Wind turbine petitionThe Purdue Energy Park project received the final necessary approval to continue with construction in Tippecanoe County.

The project has been in the works since Fall 2010 and has now moved towards the final stages of the project following its approval at the Tippecanoe Board of Zoning Appeals meeting Wednesday.

The wind farm project will be located near the Animal Sciences Research and Education Center, around 12 miles northwest of campus, and will include 12 General Electric Wind Turbines, supplying around 20 megawatts of energy to the surrounding area, a conservative amount compared to other Indiana wind farms that produce at least 100 megawatts.

The project is being managed in a partnership between Indianapolis construction company Performance Services and Juhl Energy. According to Tony Kuykendall, the business development manager at Performance Services, the project will be funded by private investors and the energy produced by the wind turbines will be sold to Duke Energy and Wabash Valley Power.

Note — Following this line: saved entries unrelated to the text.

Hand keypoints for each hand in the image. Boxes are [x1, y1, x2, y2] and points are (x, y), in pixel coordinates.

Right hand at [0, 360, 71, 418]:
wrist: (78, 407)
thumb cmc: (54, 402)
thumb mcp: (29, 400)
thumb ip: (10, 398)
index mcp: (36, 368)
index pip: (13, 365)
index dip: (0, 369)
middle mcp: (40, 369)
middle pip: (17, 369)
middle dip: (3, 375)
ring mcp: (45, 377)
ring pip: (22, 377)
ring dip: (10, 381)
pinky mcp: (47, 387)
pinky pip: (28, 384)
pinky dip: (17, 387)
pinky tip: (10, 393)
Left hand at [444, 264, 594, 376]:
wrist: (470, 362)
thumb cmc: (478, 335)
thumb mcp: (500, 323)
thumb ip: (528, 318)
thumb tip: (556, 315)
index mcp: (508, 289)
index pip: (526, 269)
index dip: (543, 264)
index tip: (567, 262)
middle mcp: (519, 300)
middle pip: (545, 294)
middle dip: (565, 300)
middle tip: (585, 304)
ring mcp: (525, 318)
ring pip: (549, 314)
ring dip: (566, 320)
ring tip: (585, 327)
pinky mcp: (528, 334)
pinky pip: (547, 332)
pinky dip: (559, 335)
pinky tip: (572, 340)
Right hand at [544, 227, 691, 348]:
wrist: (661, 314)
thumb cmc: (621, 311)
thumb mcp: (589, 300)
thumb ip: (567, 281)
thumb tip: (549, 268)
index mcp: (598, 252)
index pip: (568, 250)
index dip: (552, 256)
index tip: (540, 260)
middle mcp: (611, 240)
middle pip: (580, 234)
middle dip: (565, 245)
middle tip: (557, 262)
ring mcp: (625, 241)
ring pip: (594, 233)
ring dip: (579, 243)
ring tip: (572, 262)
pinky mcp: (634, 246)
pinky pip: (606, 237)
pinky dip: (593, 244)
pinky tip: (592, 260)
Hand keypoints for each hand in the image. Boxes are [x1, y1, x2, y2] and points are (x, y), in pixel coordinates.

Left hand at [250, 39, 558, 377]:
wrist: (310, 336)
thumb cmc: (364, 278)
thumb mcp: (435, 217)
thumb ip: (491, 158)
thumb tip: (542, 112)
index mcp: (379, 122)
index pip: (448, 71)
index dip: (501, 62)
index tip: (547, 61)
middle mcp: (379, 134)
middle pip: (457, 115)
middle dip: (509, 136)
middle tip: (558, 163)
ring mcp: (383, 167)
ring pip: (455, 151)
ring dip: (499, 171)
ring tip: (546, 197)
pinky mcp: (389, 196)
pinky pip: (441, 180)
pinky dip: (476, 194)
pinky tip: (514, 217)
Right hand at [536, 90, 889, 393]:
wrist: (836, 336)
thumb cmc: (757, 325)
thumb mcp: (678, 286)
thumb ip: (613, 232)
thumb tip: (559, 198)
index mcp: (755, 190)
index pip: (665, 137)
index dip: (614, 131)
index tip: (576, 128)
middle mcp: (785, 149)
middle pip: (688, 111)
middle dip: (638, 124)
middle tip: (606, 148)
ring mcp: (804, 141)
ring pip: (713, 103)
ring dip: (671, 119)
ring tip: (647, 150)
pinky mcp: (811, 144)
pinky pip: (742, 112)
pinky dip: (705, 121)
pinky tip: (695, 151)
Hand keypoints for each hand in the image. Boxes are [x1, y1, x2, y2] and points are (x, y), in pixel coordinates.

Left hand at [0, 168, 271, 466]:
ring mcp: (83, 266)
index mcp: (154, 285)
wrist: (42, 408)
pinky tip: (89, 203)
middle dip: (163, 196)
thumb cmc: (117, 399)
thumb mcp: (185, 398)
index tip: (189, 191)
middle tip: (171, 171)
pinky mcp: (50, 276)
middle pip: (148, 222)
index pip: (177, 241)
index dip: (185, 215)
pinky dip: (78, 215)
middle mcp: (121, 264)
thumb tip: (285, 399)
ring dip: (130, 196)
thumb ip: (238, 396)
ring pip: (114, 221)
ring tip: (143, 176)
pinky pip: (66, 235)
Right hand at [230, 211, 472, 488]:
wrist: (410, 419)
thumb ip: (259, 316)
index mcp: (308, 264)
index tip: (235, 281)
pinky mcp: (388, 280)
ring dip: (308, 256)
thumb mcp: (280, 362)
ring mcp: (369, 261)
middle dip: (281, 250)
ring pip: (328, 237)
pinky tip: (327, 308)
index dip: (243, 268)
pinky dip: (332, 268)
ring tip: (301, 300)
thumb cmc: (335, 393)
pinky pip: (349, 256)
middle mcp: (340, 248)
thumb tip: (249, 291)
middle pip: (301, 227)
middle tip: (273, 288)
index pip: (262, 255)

In addition to the investors seeing returns from the energy sales, the project will be compensating landowners involved with the project.

Though the Purdue Energy Park is funded privately, the project dons Purdue’s name and serves a secondary purpose of providing Purdue students with a new research facility available to the University at will. Ken Sandel, the director of physical and capital planning for Purdue, said the project will offer students a valuable experience.

“When you think about the whole gambit of opportunities that there are,” Sandel said, “they span quite a spectrum from urban load management to control systems to environmental and social impact, energy economics and energy policy, agricultural production impact.”

Kuykendall added that Purdue has contributed to planning this project in regards to research collaboration.

“For the past three years, there have been faculty, staff, professors discussing what potential research could be utilized with access to the facility,” Kuykendall said. “Purdue’s main role in this is to be able to have access to the turbines, to the data, to install equipment as they see fit.”

As far as the research opportunities that might be available to Purdue students and faculty, Sandel mentioned the National Science Foundation, the Department of Energy, the Department of Defense and the USDA.

“We feel that this has the opportunity of producing between two and five million dollars of sponsored research annually,” Sandel said.

According to Kuykendall, the project will begin construction in June, and has an estimated life of 22 years.

“(This project) is a great opportunity for the University to be engaged in a partnership which provides the ability for renewable energy to be put onto the grid, enabling 20 megawatts of clean wind energy system to be produced,” Sandel said.